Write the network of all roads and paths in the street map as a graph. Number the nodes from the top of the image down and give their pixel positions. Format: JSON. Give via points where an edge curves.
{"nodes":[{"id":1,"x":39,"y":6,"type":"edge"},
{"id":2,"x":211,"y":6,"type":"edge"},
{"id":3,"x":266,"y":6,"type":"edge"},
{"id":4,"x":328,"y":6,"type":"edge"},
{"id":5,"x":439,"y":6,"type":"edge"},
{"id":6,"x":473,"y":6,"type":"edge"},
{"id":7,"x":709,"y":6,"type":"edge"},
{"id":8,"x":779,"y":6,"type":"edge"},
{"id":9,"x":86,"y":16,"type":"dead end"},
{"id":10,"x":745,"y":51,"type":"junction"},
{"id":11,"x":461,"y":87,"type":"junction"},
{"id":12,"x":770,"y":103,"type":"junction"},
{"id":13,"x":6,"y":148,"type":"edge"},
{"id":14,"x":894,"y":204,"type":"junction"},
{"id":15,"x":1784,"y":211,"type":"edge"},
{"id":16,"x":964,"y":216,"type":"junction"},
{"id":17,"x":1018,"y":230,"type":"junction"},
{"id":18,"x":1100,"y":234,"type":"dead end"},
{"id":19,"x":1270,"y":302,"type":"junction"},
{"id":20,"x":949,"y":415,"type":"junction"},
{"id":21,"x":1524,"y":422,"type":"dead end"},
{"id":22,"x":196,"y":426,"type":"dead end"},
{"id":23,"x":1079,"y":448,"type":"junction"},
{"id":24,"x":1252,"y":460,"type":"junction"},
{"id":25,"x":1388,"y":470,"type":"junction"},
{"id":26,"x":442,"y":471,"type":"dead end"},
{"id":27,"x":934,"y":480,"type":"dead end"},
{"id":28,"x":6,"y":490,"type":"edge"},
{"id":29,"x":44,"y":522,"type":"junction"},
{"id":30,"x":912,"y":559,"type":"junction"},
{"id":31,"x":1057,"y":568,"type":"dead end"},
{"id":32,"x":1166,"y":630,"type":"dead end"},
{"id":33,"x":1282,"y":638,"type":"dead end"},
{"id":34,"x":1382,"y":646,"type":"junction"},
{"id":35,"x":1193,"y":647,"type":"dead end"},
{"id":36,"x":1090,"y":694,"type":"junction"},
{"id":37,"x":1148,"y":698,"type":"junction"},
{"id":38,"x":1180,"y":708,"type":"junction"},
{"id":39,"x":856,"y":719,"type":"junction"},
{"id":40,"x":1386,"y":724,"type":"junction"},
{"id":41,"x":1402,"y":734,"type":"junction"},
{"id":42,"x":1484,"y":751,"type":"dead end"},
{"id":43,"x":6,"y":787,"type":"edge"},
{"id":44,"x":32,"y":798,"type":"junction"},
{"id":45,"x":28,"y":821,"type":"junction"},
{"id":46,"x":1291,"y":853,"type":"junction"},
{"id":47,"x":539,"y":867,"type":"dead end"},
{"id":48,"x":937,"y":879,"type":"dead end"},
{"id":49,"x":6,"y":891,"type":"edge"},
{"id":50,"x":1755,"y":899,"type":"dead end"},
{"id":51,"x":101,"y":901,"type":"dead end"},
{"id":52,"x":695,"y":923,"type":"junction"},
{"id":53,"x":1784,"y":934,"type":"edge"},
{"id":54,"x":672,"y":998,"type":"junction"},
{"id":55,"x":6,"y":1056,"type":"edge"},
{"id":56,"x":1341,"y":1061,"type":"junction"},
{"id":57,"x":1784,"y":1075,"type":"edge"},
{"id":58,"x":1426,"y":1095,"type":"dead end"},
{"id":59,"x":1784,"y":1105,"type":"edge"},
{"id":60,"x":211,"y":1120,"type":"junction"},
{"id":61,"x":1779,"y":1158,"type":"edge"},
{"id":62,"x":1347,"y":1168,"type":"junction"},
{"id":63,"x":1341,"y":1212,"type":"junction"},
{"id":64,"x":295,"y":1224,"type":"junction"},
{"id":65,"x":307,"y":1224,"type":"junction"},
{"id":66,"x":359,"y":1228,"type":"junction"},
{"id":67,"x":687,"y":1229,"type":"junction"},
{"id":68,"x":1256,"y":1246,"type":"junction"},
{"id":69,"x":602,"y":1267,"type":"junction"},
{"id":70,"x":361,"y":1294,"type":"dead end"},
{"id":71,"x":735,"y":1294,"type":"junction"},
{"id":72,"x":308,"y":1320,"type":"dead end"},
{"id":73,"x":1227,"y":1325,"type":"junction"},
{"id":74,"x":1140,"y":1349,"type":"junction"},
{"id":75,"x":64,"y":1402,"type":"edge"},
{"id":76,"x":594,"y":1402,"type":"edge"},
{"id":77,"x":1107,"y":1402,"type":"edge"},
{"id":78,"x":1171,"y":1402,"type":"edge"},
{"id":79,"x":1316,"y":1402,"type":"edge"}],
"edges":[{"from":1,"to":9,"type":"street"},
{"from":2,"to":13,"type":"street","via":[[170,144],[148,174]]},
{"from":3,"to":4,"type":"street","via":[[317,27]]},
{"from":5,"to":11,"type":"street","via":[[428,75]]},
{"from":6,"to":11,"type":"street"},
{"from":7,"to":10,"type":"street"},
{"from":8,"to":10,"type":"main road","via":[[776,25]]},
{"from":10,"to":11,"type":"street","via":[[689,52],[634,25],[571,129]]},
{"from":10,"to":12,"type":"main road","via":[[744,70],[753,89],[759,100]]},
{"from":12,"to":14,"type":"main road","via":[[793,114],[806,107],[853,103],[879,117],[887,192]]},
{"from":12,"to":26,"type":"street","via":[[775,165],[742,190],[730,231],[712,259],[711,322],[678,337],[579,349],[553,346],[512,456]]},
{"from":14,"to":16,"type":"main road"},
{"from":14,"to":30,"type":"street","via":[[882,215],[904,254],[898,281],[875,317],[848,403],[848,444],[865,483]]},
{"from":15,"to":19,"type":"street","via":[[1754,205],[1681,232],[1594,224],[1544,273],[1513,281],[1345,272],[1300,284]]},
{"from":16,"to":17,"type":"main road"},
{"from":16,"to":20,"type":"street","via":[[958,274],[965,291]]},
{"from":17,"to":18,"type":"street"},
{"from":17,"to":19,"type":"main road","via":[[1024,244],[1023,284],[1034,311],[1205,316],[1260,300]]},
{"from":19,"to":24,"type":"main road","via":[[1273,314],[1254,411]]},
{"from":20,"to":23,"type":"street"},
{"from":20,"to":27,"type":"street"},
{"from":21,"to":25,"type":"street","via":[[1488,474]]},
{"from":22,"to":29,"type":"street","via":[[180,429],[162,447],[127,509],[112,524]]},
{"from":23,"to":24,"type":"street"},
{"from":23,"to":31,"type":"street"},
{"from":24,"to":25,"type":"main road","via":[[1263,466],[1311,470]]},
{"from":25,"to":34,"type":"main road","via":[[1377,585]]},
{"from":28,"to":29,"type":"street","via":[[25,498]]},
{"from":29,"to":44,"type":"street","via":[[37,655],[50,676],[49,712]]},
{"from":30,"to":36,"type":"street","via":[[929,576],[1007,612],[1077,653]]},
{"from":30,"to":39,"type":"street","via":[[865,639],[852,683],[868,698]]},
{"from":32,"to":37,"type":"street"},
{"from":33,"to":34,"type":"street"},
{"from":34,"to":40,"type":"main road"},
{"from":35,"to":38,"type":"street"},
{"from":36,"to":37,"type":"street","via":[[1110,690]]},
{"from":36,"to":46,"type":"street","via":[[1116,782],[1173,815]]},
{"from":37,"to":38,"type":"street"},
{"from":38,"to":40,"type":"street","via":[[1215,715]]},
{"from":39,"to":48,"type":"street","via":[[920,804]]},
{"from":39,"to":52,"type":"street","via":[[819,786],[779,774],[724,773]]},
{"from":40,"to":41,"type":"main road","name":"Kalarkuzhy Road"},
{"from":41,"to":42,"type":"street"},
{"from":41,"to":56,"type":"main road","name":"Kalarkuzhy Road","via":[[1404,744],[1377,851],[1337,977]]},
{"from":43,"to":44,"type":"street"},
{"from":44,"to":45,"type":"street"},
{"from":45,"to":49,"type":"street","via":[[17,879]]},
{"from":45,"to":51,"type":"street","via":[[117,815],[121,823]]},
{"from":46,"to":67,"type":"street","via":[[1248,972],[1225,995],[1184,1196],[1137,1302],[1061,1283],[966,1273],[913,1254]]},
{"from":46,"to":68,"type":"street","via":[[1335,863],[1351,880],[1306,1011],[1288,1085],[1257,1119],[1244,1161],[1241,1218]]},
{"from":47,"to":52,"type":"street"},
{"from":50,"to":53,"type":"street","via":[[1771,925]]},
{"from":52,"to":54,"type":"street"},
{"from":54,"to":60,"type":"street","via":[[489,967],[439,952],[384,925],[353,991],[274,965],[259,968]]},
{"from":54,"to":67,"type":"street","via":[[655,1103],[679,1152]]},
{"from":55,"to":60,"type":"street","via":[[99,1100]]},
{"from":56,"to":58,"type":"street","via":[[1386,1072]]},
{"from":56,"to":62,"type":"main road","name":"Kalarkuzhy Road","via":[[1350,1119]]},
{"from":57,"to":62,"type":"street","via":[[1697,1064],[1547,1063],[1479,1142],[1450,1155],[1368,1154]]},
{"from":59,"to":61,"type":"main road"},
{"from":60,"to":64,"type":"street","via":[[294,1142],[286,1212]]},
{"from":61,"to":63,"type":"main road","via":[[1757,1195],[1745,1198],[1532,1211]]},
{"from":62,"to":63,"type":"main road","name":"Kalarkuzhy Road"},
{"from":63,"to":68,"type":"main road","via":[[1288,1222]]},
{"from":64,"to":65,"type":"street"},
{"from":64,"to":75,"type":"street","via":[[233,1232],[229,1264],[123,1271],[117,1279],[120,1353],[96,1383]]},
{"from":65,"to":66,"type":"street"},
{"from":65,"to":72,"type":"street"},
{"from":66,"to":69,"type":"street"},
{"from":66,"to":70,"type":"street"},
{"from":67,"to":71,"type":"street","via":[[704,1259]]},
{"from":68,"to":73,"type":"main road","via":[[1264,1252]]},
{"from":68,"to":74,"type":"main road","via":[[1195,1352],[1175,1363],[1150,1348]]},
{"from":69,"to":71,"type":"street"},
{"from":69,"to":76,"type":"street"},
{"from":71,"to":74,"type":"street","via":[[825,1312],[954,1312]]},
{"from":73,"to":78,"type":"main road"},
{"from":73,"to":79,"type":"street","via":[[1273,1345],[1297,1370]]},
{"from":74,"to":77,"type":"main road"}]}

┄┄┄┄┄┄┄┄┄┄

- **DIRECTIONS FOR THIS TASK**: All lines from the listing above that include "name" should be shown.

- **RESULT OF THE TASK**:
{"from":40,"to":41,"type":"main road","name":"Kalarkuzhy Road"},
{"from":41,"to":56,"type":"main road","name":"Kalarkuzhy Road","via":[[1404,744],[1377,851],[1337,977]]},
{"from":56,"to":62,"type":"main road","name":"Kalarkuzhy Road","via":[[1350,1119]]},
{"from":62,"to":63,"type":"main road","name":"Kalarkuzhy Road"},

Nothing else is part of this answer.